Reimbursement of Mileage: The expenses incurred in traveling back and forth to medical appointments for treatment of an injury and the time spent in doctors' appointments may be reimbursable by your employer's insurer if you must go at least 15 miles each way to an appointment.

Death Benefits: Dependents of employees who die because of their work injuries or illnesses are entitled to death benefits and a payment of $3,000 towards the deceased employee's funeral expenses.

Income Benefits: Income replacement benefits make up a large part of many Washington workers' compensation claims. Income replacement benefits are divided into four categories in Washington:

1) Temporary Total Disability Benefits (TTD): The employee's injuries make it impossible for him to work at his old job on a full-time basis. The extent of TTD benefits will be determined based on the marital status of the worker, and whether or not the worker has children to support.

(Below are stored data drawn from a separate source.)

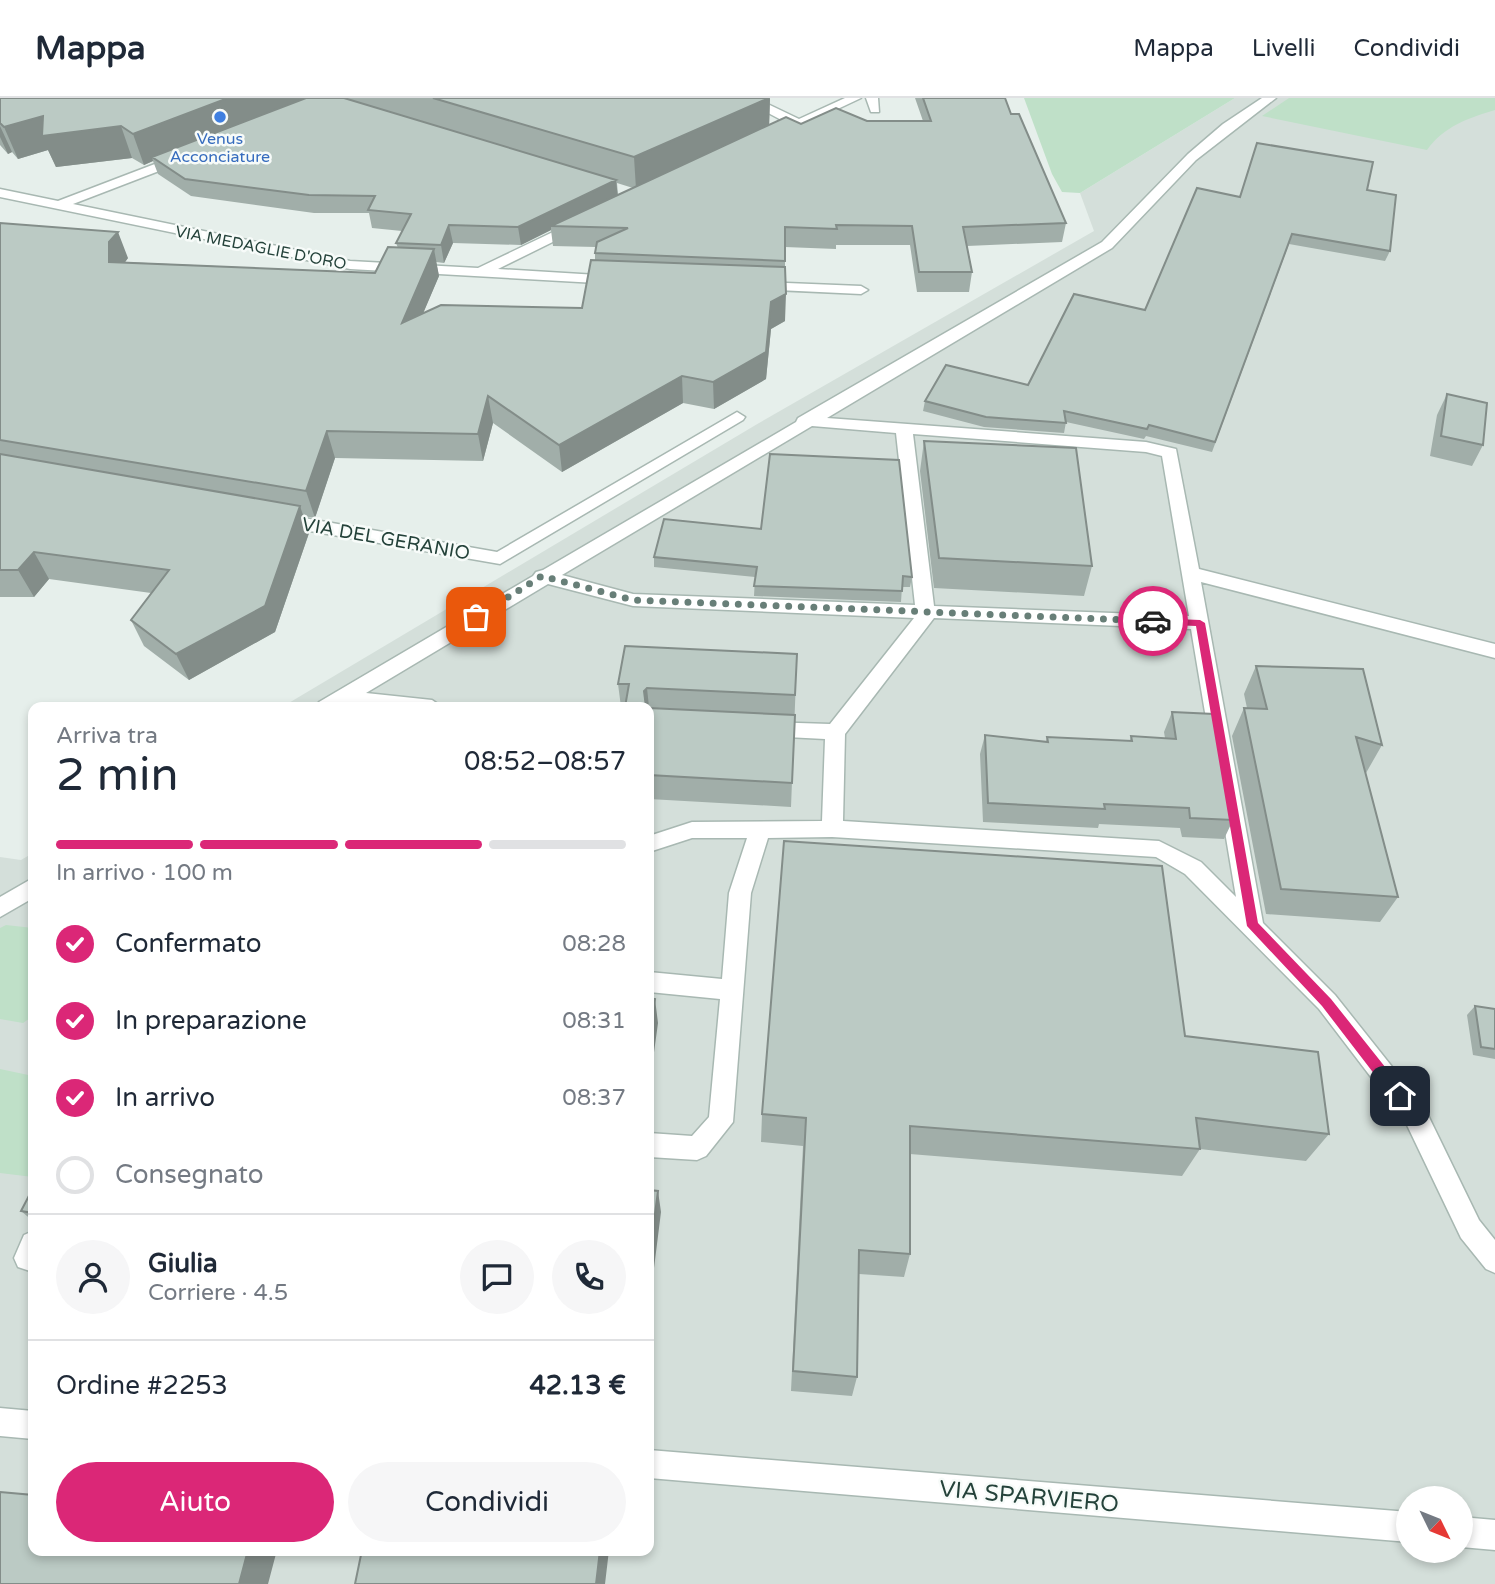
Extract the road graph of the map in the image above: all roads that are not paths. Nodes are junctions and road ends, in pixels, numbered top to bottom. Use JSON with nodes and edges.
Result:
{"nodes":[{"id":1,"x":746,"y":98,"type":"edge"},
{"id":2,"x":855,"y":98,"type":"edge"},
{"id":3,"x":1270,"y":98,"type":"edge"},
{"id":4,"x":799,"y":124,"type":"junction"},
{"id":5,"x":762,"y":140,"type":"edge"},
{"id":6,"x":197,"y":152,"type":"edge"},
{"id":7,"x":0,"y":193,"type":"edge"},
{"id":8,"x":59,"y":205,"type":"junction"},
{"id":9,"x":589,"y":219,"type":"edge"},
{"id":10,"x":483,"y":271,"type":"junction"},
{"id":11,"x":633,"y":281,"type":"edge"},
{"id":12,"x":740,"y":285,"type":"edge"},
{"id":13,"x":861,"y":290,"type":"dead end"},
{"id":14,"x":737,"y":417,"type":"dead end"},
{"id":15,"x":804,"y":421,"type":"junction"},
{"id":16,"x":904,"y":429,"type":"junction"},
{"id":17,"x":270,"y":518,"type":"edge"},
{"id":18,"x":1191,"y":573,"type":"junction"},
{"id":19,"x":542,"y":576,"type":"junction"},
{"id":20,"x":928,"y":613,"type":"junction"},
{"id":21,"x":1200,"y":623,"type":"junction"},
{"id":22,"x":1495,"y":651,"type":"edge"},
{"id":23,"x":334,"y":702,"type":"edge"},
{"id":24,"x":742,"y":727,"type":"edge"},
{"id":25,"x":835,"y":732,"type":"junction"},
{"id":26,"x":760,"y":830,"type":"junction"},
{"id":27,"x":832,"y":830,"type":"junction"},
{"id":28,"x":654,"y":842,"type":"edge"},
{"id":29,"x":28,"y":890,"type":"edge"},
{"id":30,"x":0,"y":908,"type":"edge"},
{"id":31,"x":1252,"y":926,"type":"junction"},
{"id":32,"x":654,"y":982,"type":"edge"},
{"id":33,"x":733,"y":990,"type":"junction"},
{"id":34,"x":654,"y":1145,"type":"edge"},
{"id":35,"x":1495,"y":1259,"type":"edge"},
{"id":36,"x":0,"y":1422,"type":"edge"},
{"id":37,"x":28,"y":1425,"type":"edge"},
{"id":38,"x":654,"y":1464,"type":"edge"},
{"id":39,"x":1396,"y":1527,"type":"edge"},
{"id":40,"x":1474,"y":1533,"type":"edge"},
{"id":41,"x":1495,"y":1535,"type":"edge"}],
"edges":[{"from":1,"to":4,"type":"street"},
{"from":2,"to":4,"type":"street"},
{"from":3,"to":15,"type":"street"},
{"from":4,"to":5,"type":"street"},
{"from":6,"to":8,"type":"street"},
{"from":7,"to":8,"type":"street","name":"VIA MEDAGLIE D'ORO"},
{"from":8,"to":10,"type":"street","name":"VIA MEDAGLIE D'ORO"},
{"from":9,"to":10,"type":"street"},
{"from":10,"to":11,"type":"street","name":"VIA MEDAGLIE D'ORO"},
{"from":12,"to":13,"type":"street"},
{"from":14,"to":17,"type":"street","name":"VIA DEL GERANIO"},
{"from":15,"to":16,"type":"street"},
{"from":15,"to":19,"type":"street"},
{"from":16,"to":18,"type":"street"},
{"from":16,"to":20,"type":"street"},
{"from":18,"to":21,"type":"street"},
{"from":18,"to":22,"type":"street"},
{"from":19,"to":20,"type":"street"},
{"from":19,"to":23,"type":"street"},
{"from":20,"to":21,"type":"street"},
{"from":20,"to":25,"type":"street"},
{"from":21,"to":31,"type":"street"},
{"from":24,"to":25,"type":"street"},
{"from":25,"to":27,"type":"street"},
{"from":26,"to":27,"type":"street"},
{"from":26,"to":28,"type":"street"},
{"from":26,"to":33,"type":"street"},
{"from":27,"to":31,"type":"street"},
{"from":29,"to":30,"type":"street"},
{"from":31,"to":35,"type":"street"},
{"from":32,"to":33,"type":"street"},
{"from":33,"to":34,"type":"street"},
{"from":36,"to":37,"type":"street"},
{"from":38,"to":39,"type":"street","name":"VIA SPARVIERO"},
{"from":40,"to":41,"type":"street"}]}
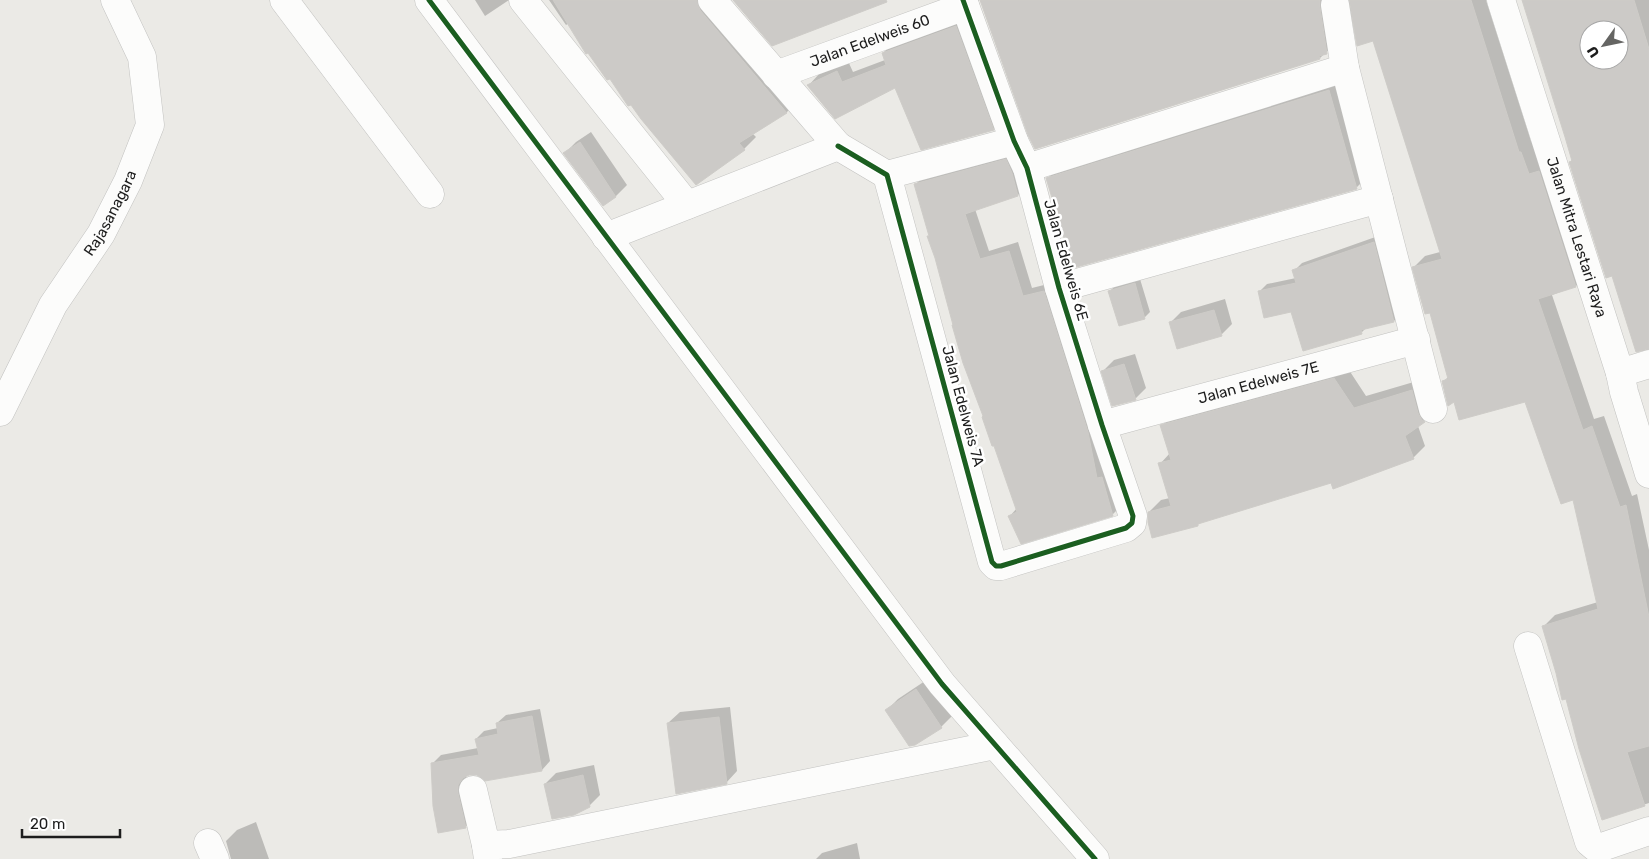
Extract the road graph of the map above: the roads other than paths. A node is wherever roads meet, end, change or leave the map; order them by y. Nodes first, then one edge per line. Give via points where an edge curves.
1 (115, 0) edge
2 (284, 0) edge
3 (429, 0) edge
4 (523, 0) edge
5 (712, 0) edge
6 (1501, 0) edge
7 (964, 3) edge
8 (1335, 5) dead end
9 (1345, 68) junction
10 (776, 75) junction
11 (1014, 141) junction
12 (838, 146) junction
13 (1027, 168) junction
14 (887, 175) junction
15 (430, 194) dead end
16 (1379, 199) junction
17 (687, 205) junction
18 (606, 237) junction
19 (1059, 288) junction
20 (1416, 340) junction
21 (1649, 364) edge
22 (1620, 373) junction
23 (1639, 407) edge
24 (1433, 409) dead end
25 (0, 412) edge
26 (1102, 426) junction
27 (1649, 474) edge
28 (1126, 528) joint
29 (1528, 646) dead end
30 (995, 745) junction
31 (473, 790) dead end
32 (1649, 831) edge
33 (487, 852) edge
34 (1095, 859) edge

1 - 25 street, Rajasanagara via 142,56 150,125 106,225 53,305
2 - 15 street
3 - 18 street
4 - 17 street
5 - 10 street
6 - 22 street, Jalan Mitra Lestari Raya
7 - 10 street, Jalan Edelweis 60
7 - 11 street, Jalan Edelweis 6E
8 - 9 street
9 - 13 street
9 - 16 street
10 - 12 street
11 - 13 street, Jalan Edelweis 6E
11 - 14 street
12 - 14 street
12 - 17 street
13 - 19 street, Jalan Edelweis 6E
14 - 28 street, Jalan Edelweis 7A via 992,562 1000,566
16 - 19 street
16 - 20 street
17 - 18 street
18 - 30 street via 942,684
19 - 26 street, Jalan Edelweis 6E
20 - 24 street
20 - 26 street, Jalan Edelweis 7E
21 - 22 street
22 - 23 street, Jalan Mitra Lestari Raya via 1624,392
23 - 27 street, Jalan Mitra Lestari Raya
26 - 28 street, Jalan Edelweis 6E via 1133,516 1132,523
29 - 32 street via 1589,842 1595,847 1602,847
30 - 33 street via 508,844
30 - 34 street
31 - 33 street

2) Temporary Partial Disability Benefits (TPD): The worker is able to perform some work duties, but not to the same extent or for the same wages as before he was injured or became ill. He will be paid 80% of the difference between his current wage and his weekly wage before he became injured or ill.

3) Permanent Total Disability Benefits (PTD): Available if you are examined and certified as completely disabled (in Washington, defined as having lost the use of both legs or arms, or an arm and a leg).

4) Permanent Partial Disability Benefits (PPD): The worker's injuries or illness have improved to their maximum extent and it is possible for him to do some work, but he cannot return to his old job because of the permanent effects of his injury. The amount of money the worker receives will depend on his PPD rating.

 Washington Workers' Compensation Statutes

In Washington, workers' compensation provisions can be found in the Industrial Insurance section of the Revised Code of Washington (RCW).

Employers Subject To Workers' Compensation: Industrial Insurance, Title 51, Chp. 12; Covered Employees: Industrial Insurance, Title 51, Chp. 12; Benefits: Industrial Insurance, Title 51, Chp. 32, 36; Claims Procedure: Industrial Insurance, Title 51, Chp. 28.